Raúl Coronado
University of California, Berkeley
Raúl Coronado is an Associate Professor of Ethnic Studies at the University of California at Berkeley where he teaches literary and intellectual history and the philosophy of history. He is the author of A World Not to Come: A History of Latino Writing and Print Culture (Harvard 2013), which received seven prizes including the MLA’s Best First Book Prize and the American Studies Association’s John Hope Franklin Prize for Best Book in American Studies. From 2014-16, he served as the inaugural president of the Latina/o Studies Association.
“Transformations: The Climates of History”

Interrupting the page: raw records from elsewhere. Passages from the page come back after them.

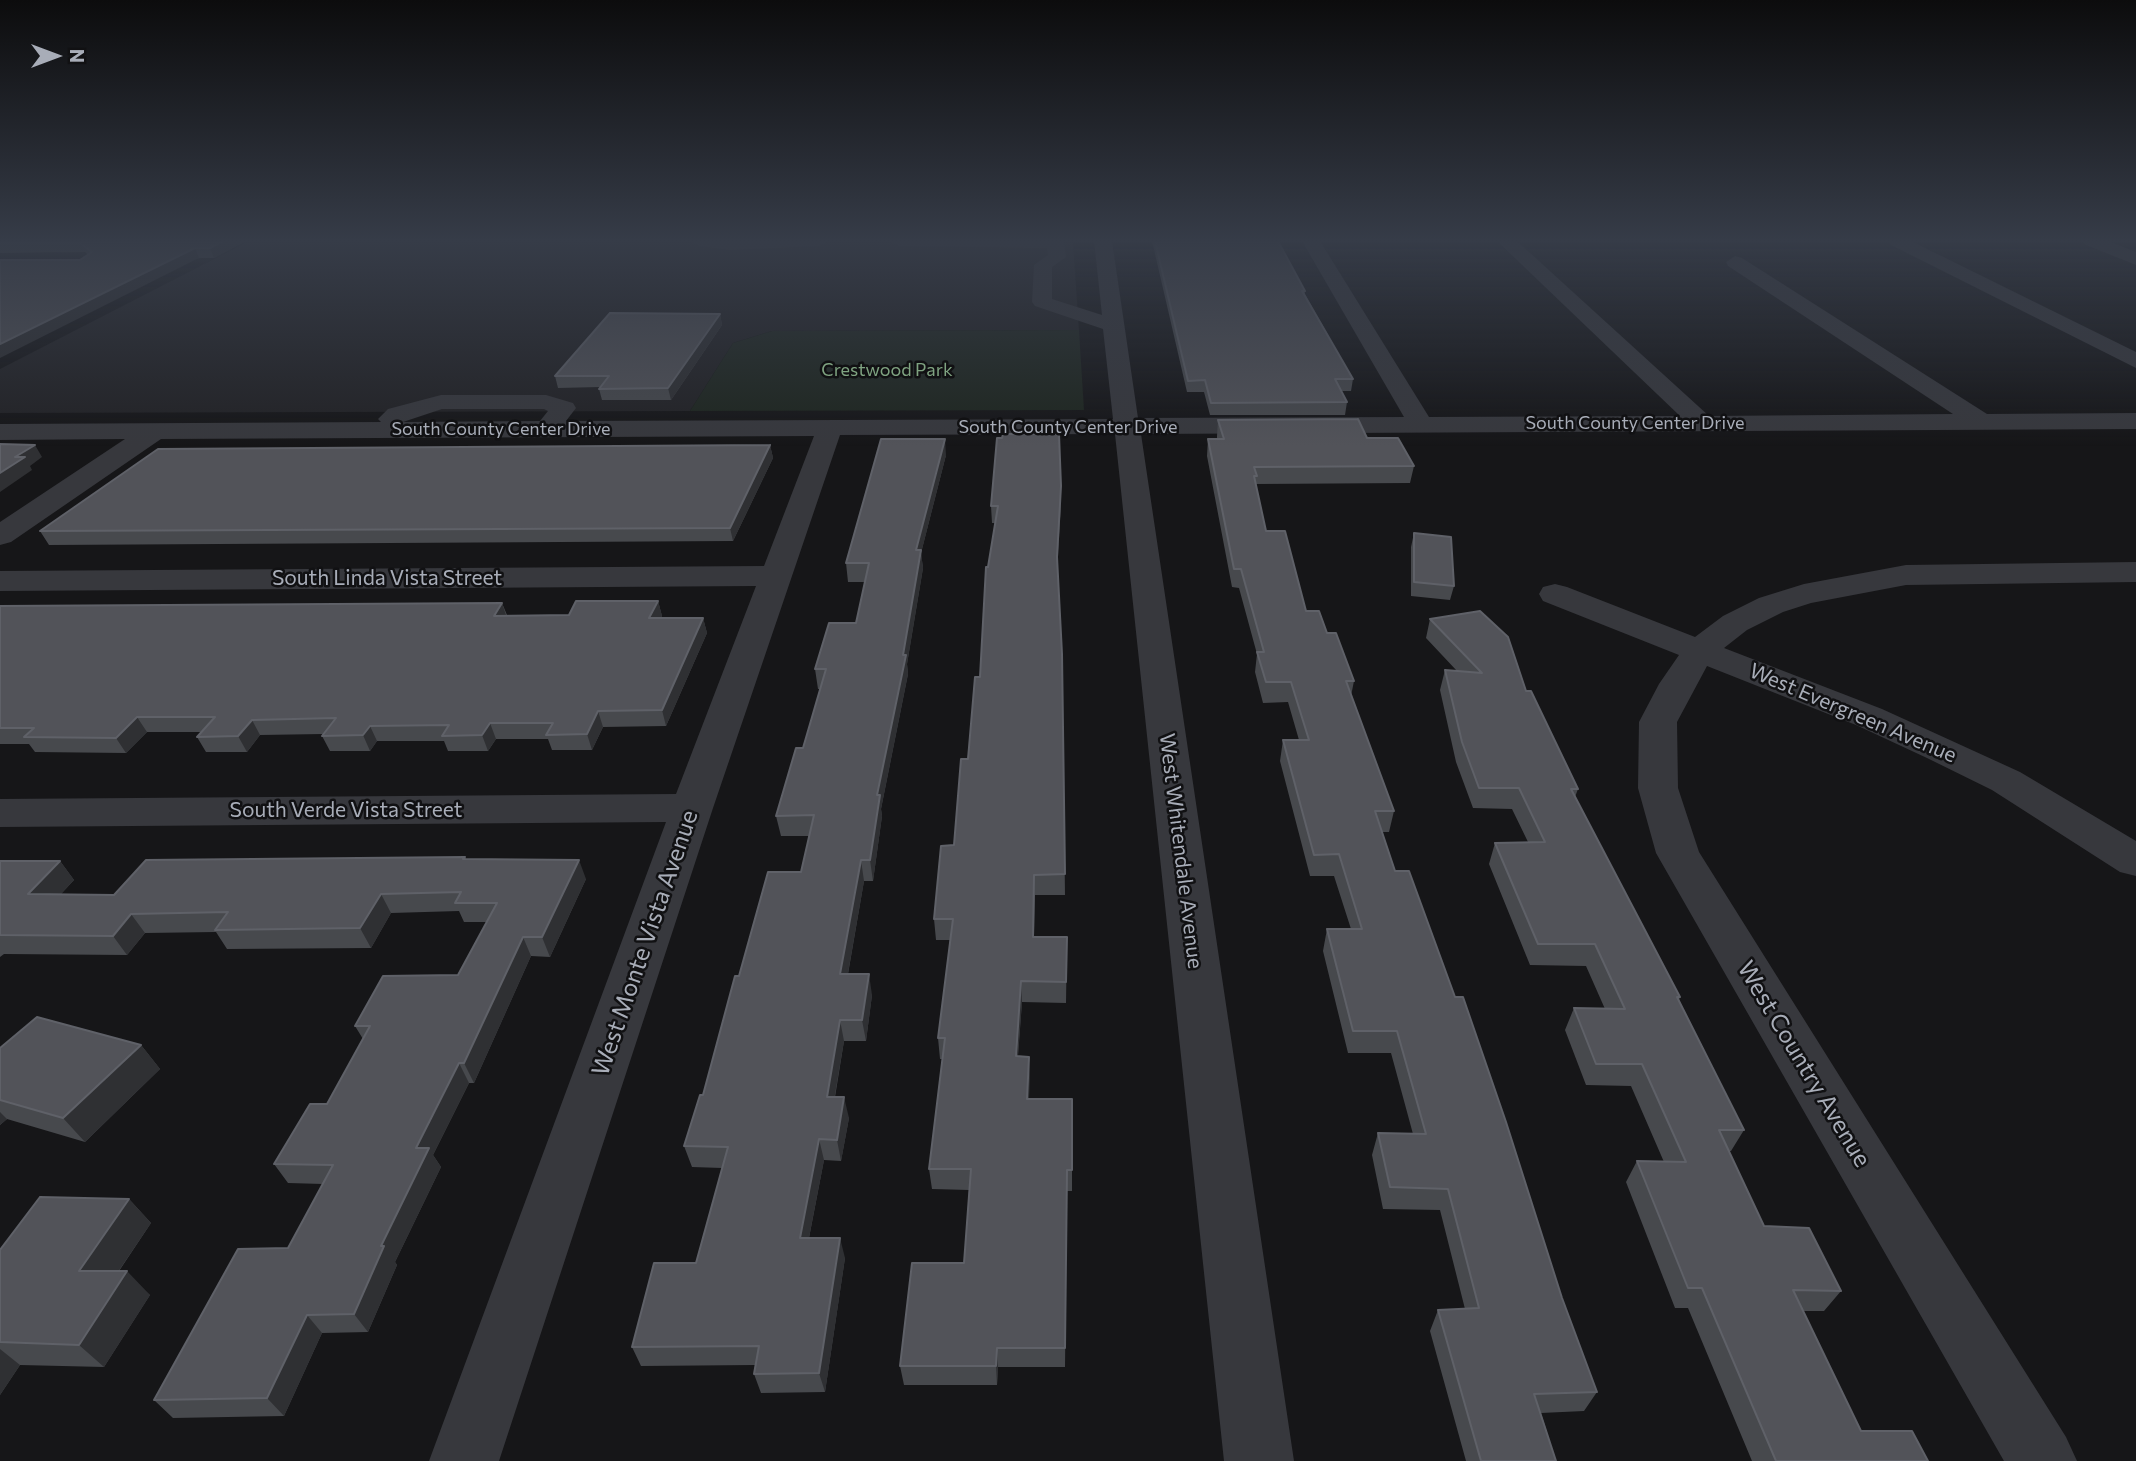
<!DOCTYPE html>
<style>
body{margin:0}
#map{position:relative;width:2136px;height:1461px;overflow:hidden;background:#161618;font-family:Commissioner,sans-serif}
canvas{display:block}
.north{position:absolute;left:21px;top:21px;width:70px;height:70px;-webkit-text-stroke:5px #111113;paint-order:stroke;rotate:90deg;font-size:19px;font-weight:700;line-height:28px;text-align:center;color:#a8adb8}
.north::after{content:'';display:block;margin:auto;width:24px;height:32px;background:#a8adb8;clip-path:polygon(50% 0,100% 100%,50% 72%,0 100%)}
</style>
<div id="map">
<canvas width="2136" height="1461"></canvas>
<div class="north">N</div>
</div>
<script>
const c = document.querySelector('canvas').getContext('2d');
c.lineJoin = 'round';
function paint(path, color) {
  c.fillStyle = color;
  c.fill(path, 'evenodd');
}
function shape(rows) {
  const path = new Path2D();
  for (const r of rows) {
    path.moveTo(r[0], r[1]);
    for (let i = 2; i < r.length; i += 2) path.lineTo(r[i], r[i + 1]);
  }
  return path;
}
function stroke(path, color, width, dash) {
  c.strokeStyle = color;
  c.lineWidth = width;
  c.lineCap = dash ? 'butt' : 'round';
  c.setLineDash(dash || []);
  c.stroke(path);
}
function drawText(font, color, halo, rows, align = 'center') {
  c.font = font + ' Commissioner,sans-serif';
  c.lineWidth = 5;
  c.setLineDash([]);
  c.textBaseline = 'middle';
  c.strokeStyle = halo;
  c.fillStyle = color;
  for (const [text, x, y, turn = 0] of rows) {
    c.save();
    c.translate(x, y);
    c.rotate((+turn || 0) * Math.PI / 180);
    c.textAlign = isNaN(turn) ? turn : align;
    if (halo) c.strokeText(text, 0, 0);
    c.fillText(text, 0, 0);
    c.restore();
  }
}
const built = shape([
 [249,241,1073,241,1079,330,772,331,733,343,690,411,0,413,0,369]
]);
const green = shape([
 [1079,330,1084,410,690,411,733,343,772,331]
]);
const minor = shape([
 [691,241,828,241,819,246,730,250,700,246,691,241],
 [890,241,1064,241,1066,257,1052,267,1052,299,1102,315,1094,241,1112,241,1138,418,1404,417,1302,241,1320,241,1429,417,1680,416,1497,241,1517,241,1709,416,1953,414,1728,266,1726,262,1735,256,1742,258,1987,414,2136,413,2136,429,1141,434,1294,1461,1224,1461,1115,434,840,435,713,808,499,1461,429,1461,666,822,0,827,0,799,676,794,756,586,0,591,0,571,764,566,814,436,161,439,11,542,0,545,0,522,125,439,0,440,0,424,381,422,378,419,388,409,441,395,546,395,573,403,576,408,566,421,1113,419,1103,329,1035,306,1032,302,1034,265,1048,255,1047,248,899,246,890,241],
 [442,409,544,409,548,411,540,421,403,422,442,409],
 [1888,241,1911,241,2136,352,2136,368,1891,245,1888,241],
 [2083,241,2108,241,2136,252,2136,265,2086,245,2083,241],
 [2136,562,2136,582,1906,585,1811,603,1783,612,1747,630,1724,648,1882,709,2020,772,2136,841,2136,876,2120,872,1992,790,1927,758,1856,725,1707,666,1677,722,1678,788,1699,852,2066,1437,2077,1461,2004,1461,1656,853,1638,788,1639,722,1659,684,1679,655,1543,601,1539,594,1543,587,1555,584,1567,587,1695,637,1723,616,1759,598,1804,584,1906,565,2136,562]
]);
const wall = shape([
 [0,241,246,241,214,258,80,260,88,255,85,252,0,253],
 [1152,241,1278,241,1305,291,1305,294,1353,379,1351,391,1341,391,1347,402,1345,415,1210,415,1204,392,1187,392],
 [720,314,722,325,671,400,602,400,599,389,600,387,558,388,555,376],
 [1218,420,1367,438,1414,466,1410,483,1256,484,1266,531,1306,611,1327,633,1354,681,1351,696,1394,811,1389,832,1382,832,1395,871,1562,1298,1597,1392,1584,1411,1541,1413,1556,1461,1466,1461,1430,1331,1438,1310,1465,1309,1440,1210,1383,1209,1372,1155,1378,1133,1413,1134,1391,1053,1348,1053,1323,951,1327,929,1351,929,1334,876,1310,876,1280,761,1283,740,1299,740,1288,702,1263,703,1255,672,1257,654,1239,588,1232,587,1207,456,1208,439,1217,439,1217,436],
 [770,445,773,458,733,541,49,545,40,531],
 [946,455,921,553,923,568,907,664,908,674,881,809,882,816,873,881,864,881,848,974,872,995,866,1041,844,1041,835,1097,849,1118,841,1161,824,1160,809,1238,845,1258,825,1392,761,1393,754,1374,755,1365,641,1366,632,1347,696,1263,722,1168,692,1167,684,1146,703,1095,739,976,801,872,809,836,781,836,776,816,803,748,820,689,818,689,815,669,856,623,865,582,848,582,846,563],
 [1061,503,1057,567,1062,654,1065,895,1035,895,1034,937,1067,937,1066,1003,1022,1002,1018,1056,1029,1057,1029,1099,1072,1099,1072,1191,1067,1191,1065,1367,998,1367,997,1385,904,1385,900,1366,964,1263,969,1190,932,1189,929,1169,942,1059,940,1059,938,1038,950,940,936,940,934,919,954,845,980,677,988,567,995,523,992,523,991,506],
 [1414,533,1454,586,1450,600,1411,596,1411,547],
 [658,601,662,616,661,618,703,618,707,633,666,726,603,727,592,750,552,750,548,739,496,739,488,751,448,751,444,741,377,741,370,751,330,751,322,736,323,734,260,735,247,752,206,752,197,737,201,732,147,732,126,753,35,752,29,744,0,744,0,606,502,603,507,615,569,615],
 [1430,619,1526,691,1578,789,1575,797,1680,997,1679,1000,1744,1130,1731,1151,1729,1151,1764,1226,1841,1291,1824,1311,1803,1311,1861,1431,1928,1461,1752,1461,1688,1308,1675,1308,1626,1182,1637,1161,1664,1162,1631,1086,1586,1085,1565,1030,1574,1008,1605,1009,1586,966,1530,965,1489,864,1495,843,1528,842,1512,809,1473,808,1456,762,1440,690,1445,670,1457,671,1426,638],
 [465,857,466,859,586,879,550,957,531,956,474,1083,469,1083,433,1155,441,1167,395,1262,397,1265,368,1332,322,1333,284,1416,173,1418,154,1400,288,1248,323,1184,288,1183,274,1164,327,1104,363,1039,355,1026,458,975,487,922,464,922,459,911,391,913,371,948,227,949,216,932,145,933,127,955,4,954,0,957,0,861,60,861,74,880,61,894,114,895],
 [141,1045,160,1069,85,1142,7,1119,0,1125,0,1048],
 [129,1199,151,1223,119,1271,150,1295,104,1367,20,1365,0,1395,0,1250]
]);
const shadedWall = shape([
 [223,241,246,241,214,258,210,248],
 [195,248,199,258,0,358,0,344],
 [720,314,722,325,671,400,668,388],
 [945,439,946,455,921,553,923,568,907,664,908,674,881,809,882,816,873,881,870,860,877,795,903,655,916,550],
 [35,445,42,457,30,466,32,470,0,492,0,473,15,457],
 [770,445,773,458,733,541,730,528],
 [1061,486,1061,503,1057,575,1057,557],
 [658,601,662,616,653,633,649,618],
 [502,603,507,618,494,616],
 [703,618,707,633,666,726,662,710],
 [598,711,603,727,592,750,587,734],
 [137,717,147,732,126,753,116,738],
 [252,720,260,735,247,752,238,736],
 [490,723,496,739,488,751,482,735],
 [370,726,377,741,370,751,363,735],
 [579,860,586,879,550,957,542,937],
 [861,860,864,881,844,996,840,974],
 [60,861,74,880,43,913,28,894],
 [381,894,391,913,371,948,360,928],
 [131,914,145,933,127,955,113,936],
 [523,937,531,956,474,1083,464,1063],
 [869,974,872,995,866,1041,862,1020],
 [1021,981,1022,1002,1016,1077,1016,1056],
 [840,1020,844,1041,831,1118,827,1097],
 [141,1045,160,1069,85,1142,63,1118],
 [1029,1057,1030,1078,1028,1120,1027,1099],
 [459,1063,469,1083,433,1155,441,1167,395,1262,397,1265,368,1332,354,1314,381,1246,416,1148],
 [844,1097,849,1118,841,1161,837,1140],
 [0,1112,7,1119,0,1125],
 [819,1139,824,1160,805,1258,800,1238],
 [129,1199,151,1223,103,1294,79,1271],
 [840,1238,845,1258,825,1392,819,1373],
 [127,1271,150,1295,104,1367,79,1345],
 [307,1315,322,1333,284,1416,267,1398],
 [997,1348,998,1367,997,1385,996,1366],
 [0,1349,20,1365,0,1395]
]);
const building = shape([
 [0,241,223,241,210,248,195,248,0,344,0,260,80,260,92,252,80,243,0,243,0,241],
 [1155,241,1278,241,1305,291,1302,291,1353,379,1335,379,1347,402,1211,403,1205,380,1188,381,1155,241],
 [610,313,720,314,668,388,599,389,609,376,555,376,610,313],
 [1358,419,1367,438,1398,438,1414,466,1254,467,1257,476,1254,476,1266,531,1285,531,1306,611,1319,611,1327,633,1336,633,1354,681,1346,681,1394,811,1375,811,1395,871,1409,871,1455,997,1463,997,1506,1122,1562,1298,1597,1392,1534,1394,1556,1461,1481,1461,1438,1310,1479,1308,1448,1189,1390,1187,1378,1133,1426,1134,1397,1031,1353,1031,1327,929,1362,929,1339,854,1314,855,1283,740,1309,740,1291,682,1266,682,1257,652,1264,652,1241,569,1234,569,1208,439,1224,439,1218,420,1358,419],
 [1003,434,1059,434,1061,486,1057,557,1062,654,1065,874,1034,875,1033,937,1067,937,1066,982,1021,981,1016,1056,1029,1057,1027,1099,1072,1099,1072,1170,1067,1170,1065,1348,997,1348,996,1366,900,1366,912,1263,964,1263,971,1169,929,1169,945,1038,938,1038,953,919,934,919,941,846,954,845,961,759,968,759,975,677,980,677,986,567,988,567,998,506,991,506,997,438,1002,438,1003,434],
 [881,439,945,439,916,550,921,550,903,655,906,655,877,795,880,795,870,860,861,860,840,974,869,974,862,1020,840,1020,827,1097,844,1097,837,1140,819,1139,800,1238,840,1238,819,1373,754,1374,759,1346,632,1347,654,1263,696,1263,728,1147,684,1146,700,1095,703,1095,735,976,739,976,768,872,801,872,814,815,776,816,796,748,803,748,826,669,815,669,829,623,856,623,869,563,846,563,881,439],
 [0,444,35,445,15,457,25,457,0,473,0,444],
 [770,445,730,528,40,531,158,449,770,445],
 [1414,533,1451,537,1454,586,1414,582,1414,533],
 [576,601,658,601,649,618,703,618,662,710,598,711,587,734,546,735,553,723,490,723,482,735,442,736,449,725,370,726,363,735,322,736,336,718,252,720,238,736,197,737,215,717,137,717,116,738,24,737,34,728,0,728,0,606,502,603,494,616,569,615,576,601],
 [1480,611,1508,637,1526,691,1531,691,1578,789,1571,789,1680,997,1677,997,1744,1130,1719,1130,1764,1226,1809,1228,1841,1291,1793,1290,1861,1431,1912,1431,1928,1461,1776,1461,1702,1288,1688,1288,1637,1161,1686,1162,1642,1064,1596,1064,1574,1008,1625,1009,1595,944,1538,944,1495,843,1545,842,1519,788,1479,788,1462,742,1445,670,1482,673,1430,619,1480,611],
 [465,857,463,859,579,860,542,937,523,937,464,1063,459,1063,416,1148,429,1148,381,1246,384,1246,354,1314,307,1315,267,1398,154,1400,238,1249,288,1248,333,1165,274,1164,310,1104,327,1104,370,1026,355,1026,383,976,458,975,497,903,455,903,461,892,381,894,360,928,215,930,228,912,131,914,113,936,0,935,0,861,60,861,28,894,114,895,146,860,465,857],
 [37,1017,141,1045,63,1118,0,1100,0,1048,37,1017],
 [40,1197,129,1199,79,1271,127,1271,79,1345,0,1342,0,1250,40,1197]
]);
const farParknames = [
 ["Crestwood Park",887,370]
];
const farStreetnames = [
 ["South County Center Drive",1635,423],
 ["South County Center Drive",1068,427],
 ["South County Center Drive",501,429]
];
const streetNames = [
 ["South Linda Vista Street",387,578],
 ["West Evergreen Avenue",1853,713,23],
 ["South Verde Vista Street",346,810],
 ["West Whitendale Avenue",1181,851,83]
];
const nearStreetnames = [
 ["West Monte Vista Avenue",645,943,-71],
 ["West Country Avenue",1804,1064,59]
];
paint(built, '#222225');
paint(green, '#1e261f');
paint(minor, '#37383d');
paint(wall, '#47494d');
paint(shadedWall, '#2f3033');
paint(building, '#525359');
stroke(building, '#5f6168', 2);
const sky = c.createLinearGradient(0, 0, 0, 446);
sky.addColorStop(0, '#0c0c0d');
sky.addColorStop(0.54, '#363c48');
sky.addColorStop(1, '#363c4800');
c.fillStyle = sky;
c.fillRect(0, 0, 2136, 446);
drawText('18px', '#7fa381', '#111113', farParknames);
drawText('18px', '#a8adb8', '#111113', farStreetnames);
drawText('21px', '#a8adb8', '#111113', streetNames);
drawText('24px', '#a8adb8', '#111113', nearStreetnames);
</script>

What is at stake in arguing that cultures change over time? What tools do we use to account for such change, and why? Most historicist literary scholarship attends to the distinctiveness of a period, but only some scholars take the phenomenon of change itself as their central question. They might track important shifts in the history of genre, literary form, aesthetics, authorship, or readership; examine changing ideologies, discourses, or hegemonic structures; trace genealogies of the emergence of modern cultural categories (race, sexuality, gender, the individual, the nation, and so on); or undermine the category of “literature” by emphasizing its historical contingency. All of these activities account for the ever-shifting historical “climates” such scholars believe shape culture. An alternative view has gained traction amid recent critiques of historical contextualization, periodization, and empirical historicism. This view has implicitly questioned “change over time” as a reliable theory for cultural criticism – as one perhaps tied to “homogeneous, empty time,” and therefore susceptible to teleological or developmental logic. Previous conversations at C19 have addressed this debate, and the place of historicism in our field – especially the dominance of ideology critique as the major strand within a certain kind of historicism that rose to prominence in the 1990s. Seeking to continue and extend that conversation, the contributors to this panel all offer reflections on their own engagement with historical narrative, specifically – a heuristic literary scholars seemed to have borrowed from historians, but which, of course, historians originally borrowed from literature. They consider this by offering case studies from current projects that reflect an interest in, and a reimagining of, historical thinking as practiced today.
“History as Presence”
Raúl Coronado, UC- Berkeley
Why does history matter? If, as Hayden White taught us so long ago, historical narrative is but a very finite selection of objects we call facts organized into a coherent narrative using the same rhetorical devices as fiction, then why does history matter? Reading through recent diatribes on the historicizing impulse, this paper makes the case for why history matters. It does so by arguing that humanistic historical projects should focus on the Heideggerian-Derridean concept of presence. To make this abstract argument more concrete, the paper will focus on how we should narrate early 19th century Latina/o literary and intellectual history.